Among the records below, find each line bearing the word "Εξοχής" and copy it.

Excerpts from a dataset
↓

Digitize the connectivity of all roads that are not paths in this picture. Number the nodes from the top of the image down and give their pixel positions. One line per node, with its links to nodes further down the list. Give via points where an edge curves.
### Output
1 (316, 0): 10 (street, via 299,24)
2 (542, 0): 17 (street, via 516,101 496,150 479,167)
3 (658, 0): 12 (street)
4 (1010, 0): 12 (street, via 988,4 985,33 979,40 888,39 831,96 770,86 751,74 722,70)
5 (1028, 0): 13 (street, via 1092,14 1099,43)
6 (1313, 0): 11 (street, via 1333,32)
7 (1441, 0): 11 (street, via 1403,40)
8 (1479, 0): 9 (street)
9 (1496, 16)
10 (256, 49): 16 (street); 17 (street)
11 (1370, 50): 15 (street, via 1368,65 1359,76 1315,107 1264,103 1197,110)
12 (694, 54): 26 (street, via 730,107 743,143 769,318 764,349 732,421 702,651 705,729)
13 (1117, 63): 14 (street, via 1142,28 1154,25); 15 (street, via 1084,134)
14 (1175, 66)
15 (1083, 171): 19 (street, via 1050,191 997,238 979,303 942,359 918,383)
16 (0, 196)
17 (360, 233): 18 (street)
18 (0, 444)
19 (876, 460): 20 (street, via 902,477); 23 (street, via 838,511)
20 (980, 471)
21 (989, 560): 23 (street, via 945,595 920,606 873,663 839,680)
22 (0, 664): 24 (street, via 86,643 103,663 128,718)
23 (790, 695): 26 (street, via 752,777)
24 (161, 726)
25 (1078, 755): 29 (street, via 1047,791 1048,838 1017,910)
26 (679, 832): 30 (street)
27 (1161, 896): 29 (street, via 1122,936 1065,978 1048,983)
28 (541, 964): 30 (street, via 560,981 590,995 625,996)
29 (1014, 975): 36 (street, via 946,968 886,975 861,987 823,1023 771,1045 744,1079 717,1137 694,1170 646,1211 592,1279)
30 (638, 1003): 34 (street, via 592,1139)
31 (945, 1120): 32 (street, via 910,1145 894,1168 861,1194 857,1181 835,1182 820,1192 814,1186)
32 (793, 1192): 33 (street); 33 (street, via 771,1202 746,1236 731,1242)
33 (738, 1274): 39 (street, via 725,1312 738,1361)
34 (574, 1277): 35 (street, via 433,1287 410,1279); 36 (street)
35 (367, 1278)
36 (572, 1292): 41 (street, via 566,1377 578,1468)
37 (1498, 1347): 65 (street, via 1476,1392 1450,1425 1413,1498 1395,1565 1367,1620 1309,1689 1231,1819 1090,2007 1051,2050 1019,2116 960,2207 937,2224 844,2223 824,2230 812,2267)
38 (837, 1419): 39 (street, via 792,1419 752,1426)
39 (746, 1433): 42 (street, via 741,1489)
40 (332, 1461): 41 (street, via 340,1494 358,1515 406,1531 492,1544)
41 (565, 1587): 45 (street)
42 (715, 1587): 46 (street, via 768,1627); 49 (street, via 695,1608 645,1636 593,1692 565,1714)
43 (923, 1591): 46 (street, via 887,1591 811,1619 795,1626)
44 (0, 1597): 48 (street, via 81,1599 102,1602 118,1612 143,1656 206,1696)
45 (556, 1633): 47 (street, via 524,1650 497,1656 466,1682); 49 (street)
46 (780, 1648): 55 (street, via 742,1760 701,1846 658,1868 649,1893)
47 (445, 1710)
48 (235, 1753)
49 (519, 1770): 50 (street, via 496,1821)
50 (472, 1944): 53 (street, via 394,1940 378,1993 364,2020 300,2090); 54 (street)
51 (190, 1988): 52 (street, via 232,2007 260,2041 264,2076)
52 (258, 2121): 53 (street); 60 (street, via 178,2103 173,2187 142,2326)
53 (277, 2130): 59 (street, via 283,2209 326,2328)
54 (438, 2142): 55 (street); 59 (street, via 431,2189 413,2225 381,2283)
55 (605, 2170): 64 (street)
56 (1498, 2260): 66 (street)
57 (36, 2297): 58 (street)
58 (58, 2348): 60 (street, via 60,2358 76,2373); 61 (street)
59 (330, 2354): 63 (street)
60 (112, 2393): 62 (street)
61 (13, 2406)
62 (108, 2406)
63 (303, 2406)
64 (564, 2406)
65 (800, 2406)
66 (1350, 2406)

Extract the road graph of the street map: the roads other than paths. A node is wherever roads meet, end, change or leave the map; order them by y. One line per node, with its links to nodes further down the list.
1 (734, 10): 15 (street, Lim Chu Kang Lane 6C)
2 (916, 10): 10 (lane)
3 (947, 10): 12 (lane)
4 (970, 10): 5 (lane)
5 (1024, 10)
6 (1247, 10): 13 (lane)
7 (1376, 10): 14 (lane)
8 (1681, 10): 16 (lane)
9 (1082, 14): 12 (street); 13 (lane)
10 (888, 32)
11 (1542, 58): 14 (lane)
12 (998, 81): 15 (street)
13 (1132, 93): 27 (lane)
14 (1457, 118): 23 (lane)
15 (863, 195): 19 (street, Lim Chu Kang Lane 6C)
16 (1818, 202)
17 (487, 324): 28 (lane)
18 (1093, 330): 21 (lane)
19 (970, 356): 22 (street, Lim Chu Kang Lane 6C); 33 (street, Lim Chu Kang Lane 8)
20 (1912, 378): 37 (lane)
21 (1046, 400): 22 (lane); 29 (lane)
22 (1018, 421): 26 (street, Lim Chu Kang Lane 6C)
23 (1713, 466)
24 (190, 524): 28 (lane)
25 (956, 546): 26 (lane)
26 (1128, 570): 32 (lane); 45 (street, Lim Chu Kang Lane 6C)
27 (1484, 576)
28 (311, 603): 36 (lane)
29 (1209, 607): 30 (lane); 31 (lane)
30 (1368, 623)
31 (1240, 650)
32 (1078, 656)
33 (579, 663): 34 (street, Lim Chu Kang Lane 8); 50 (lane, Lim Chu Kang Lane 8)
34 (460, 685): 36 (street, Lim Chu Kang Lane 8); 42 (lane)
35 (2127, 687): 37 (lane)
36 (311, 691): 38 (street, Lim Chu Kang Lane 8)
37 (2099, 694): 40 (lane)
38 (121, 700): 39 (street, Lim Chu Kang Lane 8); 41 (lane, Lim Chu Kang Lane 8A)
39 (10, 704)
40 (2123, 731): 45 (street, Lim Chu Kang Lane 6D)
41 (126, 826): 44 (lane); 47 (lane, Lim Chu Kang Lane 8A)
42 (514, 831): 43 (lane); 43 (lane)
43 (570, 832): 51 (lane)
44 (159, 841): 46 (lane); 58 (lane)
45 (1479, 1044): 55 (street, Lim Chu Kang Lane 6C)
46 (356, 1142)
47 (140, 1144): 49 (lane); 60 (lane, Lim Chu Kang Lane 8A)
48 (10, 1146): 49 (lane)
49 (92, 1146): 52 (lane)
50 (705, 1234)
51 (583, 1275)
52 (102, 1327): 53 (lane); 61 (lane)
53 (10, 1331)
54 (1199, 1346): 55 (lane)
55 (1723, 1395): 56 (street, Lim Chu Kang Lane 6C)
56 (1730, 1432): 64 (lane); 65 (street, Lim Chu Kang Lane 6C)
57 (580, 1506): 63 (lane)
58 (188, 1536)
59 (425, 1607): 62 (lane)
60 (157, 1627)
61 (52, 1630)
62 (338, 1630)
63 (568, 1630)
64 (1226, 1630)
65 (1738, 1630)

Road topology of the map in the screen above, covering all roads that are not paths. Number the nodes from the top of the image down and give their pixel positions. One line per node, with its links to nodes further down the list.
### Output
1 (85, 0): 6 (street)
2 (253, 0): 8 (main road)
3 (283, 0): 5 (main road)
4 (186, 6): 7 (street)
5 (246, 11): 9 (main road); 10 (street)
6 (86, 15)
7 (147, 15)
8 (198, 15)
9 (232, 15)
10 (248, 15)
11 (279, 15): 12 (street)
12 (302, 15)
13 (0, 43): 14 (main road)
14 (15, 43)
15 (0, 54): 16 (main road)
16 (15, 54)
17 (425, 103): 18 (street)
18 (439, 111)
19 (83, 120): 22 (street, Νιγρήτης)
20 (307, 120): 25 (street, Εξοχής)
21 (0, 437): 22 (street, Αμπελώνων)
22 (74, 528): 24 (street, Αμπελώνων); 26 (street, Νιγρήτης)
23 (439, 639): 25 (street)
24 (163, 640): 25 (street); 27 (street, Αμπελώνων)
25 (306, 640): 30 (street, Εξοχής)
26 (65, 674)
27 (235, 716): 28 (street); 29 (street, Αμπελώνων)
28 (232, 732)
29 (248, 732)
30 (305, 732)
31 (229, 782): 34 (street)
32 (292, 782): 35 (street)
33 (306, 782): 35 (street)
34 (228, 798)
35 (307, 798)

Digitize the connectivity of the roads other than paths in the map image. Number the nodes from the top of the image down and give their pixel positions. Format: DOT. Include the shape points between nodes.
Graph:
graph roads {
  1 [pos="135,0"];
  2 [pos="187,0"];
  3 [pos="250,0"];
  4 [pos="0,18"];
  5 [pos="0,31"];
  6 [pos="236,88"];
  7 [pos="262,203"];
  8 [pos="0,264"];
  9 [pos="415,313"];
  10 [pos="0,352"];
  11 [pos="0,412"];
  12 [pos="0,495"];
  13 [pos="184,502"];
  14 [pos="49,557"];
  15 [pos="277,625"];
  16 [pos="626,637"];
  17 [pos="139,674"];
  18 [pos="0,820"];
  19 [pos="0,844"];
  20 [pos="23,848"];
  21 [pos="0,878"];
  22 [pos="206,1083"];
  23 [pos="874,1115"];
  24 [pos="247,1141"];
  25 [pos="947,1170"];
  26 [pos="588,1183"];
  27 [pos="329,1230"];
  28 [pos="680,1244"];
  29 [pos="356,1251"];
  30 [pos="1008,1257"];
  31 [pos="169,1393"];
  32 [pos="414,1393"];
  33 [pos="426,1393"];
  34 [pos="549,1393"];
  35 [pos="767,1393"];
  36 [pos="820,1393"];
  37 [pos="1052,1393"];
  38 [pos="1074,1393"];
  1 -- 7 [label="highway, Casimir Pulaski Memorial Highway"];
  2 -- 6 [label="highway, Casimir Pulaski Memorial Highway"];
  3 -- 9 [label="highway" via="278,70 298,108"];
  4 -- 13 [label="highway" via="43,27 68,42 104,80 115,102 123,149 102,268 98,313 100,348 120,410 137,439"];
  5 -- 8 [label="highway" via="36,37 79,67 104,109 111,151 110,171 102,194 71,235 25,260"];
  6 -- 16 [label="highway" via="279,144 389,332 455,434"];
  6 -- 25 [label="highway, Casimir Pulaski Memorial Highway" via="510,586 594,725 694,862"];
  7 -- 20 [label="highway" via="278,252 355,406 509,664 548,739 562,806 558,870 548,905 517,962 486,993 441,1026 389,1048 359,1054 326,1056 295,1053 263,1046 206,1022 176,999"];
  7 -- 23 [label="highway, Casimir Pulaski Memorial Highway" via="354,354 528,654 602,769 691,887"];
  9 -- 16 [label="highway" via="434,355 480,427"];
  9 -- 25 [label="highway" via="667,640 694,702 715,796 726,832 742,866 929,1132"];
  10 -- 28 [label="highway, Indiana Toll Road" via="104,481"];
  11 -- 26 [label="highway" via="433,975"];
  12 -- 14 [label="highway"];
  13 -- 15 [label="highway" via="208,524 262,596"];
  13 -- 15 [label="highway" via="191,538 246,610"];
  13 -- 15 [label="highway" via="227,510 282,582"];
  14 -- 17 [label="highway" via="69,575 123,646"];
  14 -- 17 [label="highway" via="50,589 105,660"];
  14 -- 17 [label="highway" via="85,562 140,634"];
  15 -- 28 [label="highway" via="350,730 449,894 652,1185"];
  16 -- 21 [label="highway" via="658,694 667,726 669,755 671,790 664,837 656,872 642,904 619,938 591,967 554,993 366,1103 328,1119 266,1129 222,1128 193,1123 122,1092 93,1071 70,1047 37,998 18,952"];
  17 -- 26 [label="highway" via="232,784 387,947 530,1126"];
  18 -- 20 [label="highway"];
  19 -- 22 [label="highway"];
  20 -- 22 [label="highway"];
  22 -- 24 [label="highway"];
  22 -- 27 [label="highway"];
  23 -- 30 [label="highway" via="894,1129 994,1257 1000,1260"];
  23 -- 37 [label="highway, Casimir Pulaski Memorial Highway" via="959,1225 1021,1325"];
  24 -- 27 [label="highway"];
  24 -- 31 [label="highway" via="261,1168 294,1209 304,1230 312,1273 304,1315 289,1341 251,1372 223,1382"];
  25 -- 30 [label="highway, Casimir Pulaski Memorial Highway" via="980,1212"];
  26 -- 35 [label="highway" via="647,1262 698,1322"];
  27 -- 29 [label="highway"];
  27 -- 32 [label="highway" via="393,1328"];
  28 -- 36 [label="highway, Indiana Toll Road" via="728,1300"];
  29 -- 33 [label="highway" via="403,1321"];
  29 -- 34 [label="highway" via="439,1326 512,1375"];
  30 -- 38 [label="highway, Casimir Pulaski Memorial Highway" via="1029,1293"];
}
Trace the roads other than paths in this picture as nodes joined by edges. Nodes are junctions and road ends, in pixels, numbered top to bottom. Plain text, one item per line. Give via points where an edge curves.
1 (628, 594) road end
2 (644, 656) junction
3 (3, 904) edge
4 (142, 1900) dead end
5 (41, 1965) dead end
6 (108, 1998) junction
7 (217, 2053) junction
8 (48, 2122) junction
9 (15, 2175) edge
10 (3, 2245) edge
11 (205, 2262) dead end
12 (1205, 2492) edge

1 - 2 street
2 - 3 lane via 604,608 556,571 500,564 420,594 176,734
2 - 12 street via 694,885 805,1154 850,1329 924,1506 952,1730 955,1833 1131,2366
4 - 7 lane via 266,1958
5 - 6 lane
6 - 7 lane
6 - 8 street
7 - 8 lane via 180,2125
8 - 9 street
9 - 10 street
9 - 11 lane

↑

**Result for this exercise**:
20 (307, 120): 25 (street, Εξοχής)
25 (306, 640): 30 (street, Εξοχής)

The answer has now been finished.